Problem to work on: Please return the lines of the data that contain "this".

Study material:
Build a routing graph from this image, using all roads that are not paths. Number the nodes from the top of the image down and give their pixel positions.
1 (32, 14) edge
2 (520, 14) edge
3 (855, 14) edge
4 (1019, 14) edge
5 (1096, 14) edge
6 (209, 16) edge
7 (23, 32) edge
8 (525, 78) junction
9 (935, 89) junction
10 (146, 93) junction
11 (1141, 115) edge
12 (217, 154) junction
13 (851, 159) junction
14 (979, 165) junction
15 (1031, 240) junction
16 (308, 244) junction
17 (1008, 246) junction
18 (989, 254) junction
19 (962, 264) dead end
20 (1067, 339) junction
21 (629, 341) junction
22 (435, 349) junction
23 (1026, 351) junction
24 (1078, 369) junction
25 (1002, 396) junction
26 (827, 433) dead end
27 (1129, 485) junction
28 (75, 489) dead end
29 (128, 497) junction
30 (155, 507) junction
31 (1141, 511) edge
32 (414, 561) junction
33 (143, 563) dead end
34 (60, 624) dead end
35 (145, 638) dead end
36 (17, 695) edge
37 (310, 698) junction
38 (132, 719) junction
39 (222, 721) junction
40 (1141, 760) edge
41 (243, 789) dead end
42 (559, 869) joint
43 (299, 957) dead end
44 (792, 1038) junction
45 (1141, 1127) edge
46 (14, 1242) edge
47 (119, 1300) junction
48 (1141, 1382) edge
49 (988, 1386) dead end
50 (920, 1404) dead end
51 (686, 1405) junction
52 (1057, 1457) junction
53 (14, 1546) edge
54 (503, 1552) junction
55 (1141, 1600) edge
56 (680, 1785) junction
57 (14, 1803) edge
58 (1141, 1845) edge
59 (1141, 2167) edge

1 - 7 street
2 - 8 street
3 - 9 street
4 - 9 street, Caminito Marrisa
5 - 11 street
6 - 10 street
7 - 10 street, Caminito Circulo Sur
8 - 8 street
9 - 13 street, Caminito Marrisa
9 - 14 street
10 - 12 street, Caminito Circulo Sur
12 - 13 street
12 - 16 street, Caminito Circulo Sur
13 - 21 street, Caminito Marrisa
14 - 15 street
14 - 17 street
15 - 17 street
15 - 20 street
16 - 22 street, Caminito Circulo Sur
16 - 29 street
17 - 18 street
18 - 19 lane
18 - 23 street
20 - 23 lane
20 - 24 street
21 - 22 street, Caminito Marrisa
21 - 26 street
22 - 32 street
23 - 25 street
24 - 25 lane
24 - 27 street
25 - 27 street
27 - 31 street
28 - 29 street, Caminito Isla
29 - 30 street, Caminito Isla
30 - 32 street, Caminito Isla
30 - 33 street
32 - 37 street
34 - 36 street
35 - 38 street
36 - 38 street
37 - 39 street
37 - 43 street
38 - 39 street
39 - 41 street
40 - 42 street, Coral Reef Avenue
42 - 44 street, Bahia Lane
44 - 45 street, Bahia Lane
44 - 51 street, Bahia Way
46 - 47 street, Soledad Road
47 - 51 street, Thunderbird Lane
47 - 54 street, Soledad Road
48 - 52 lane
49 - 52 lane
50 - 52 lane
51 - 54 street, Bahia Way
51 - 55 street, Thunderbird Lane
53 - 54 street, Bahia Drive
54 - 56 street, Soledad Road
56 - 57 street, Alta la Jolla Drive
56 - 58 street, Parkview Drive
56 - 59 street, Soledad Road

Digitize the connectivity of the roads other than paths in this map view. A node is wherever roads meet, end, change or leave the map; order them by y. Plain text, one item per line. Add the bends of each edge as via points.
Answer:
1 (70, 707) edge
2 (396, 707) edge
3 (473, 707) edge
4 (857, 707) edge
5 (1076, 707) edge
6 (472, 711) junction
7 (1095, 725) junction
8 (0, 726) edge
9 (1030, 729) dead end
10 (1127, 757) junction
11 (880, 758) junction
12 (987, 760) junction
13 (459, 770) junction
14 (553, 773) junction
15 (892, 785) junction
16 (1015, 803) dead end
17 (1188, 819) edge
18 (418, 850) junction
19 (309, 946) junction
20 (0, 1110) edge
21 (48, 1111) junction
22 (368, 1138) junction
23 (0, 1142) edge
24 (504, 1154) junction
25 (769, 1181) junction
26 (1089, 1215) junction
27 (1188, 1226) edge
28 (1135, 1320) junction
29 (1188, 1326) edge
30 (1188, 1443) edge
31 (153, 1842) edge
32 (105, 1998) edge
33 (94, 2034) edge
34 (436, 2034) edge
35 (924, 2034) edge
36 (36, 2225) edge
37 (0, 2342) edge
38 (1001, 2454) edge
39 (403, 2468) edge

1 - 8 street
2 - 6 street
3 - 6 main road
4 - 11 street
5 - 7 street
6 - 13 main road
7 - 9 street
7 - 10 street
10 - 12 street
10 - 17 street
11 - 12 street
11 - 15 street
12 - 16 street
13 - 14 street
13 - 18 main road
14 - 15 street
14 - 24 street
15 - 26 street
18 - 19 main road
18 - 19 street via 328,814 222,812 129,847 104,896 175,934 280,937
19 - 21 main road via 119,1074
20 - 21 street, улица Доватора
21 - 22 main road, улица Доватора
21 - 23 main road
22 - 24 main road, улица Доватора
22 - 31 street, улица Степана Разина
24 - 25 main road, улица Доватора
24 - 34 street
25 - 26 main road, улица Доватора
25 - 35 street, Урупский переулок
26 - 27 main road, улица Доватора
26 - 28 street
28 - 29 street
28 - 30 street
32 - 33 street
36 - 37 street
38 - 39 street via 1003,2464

Exercise output:
Build a routing graph from this image, using all roads that are not paths. Number the nodes from the top of the image down and give their pixel positions.
Digitize the connectivity of the roads other than paths in this map view. A node is wherever roads meet, end, change or leave the map; order them by y. Plain text, one item per line. Add the bends of each edge as via points.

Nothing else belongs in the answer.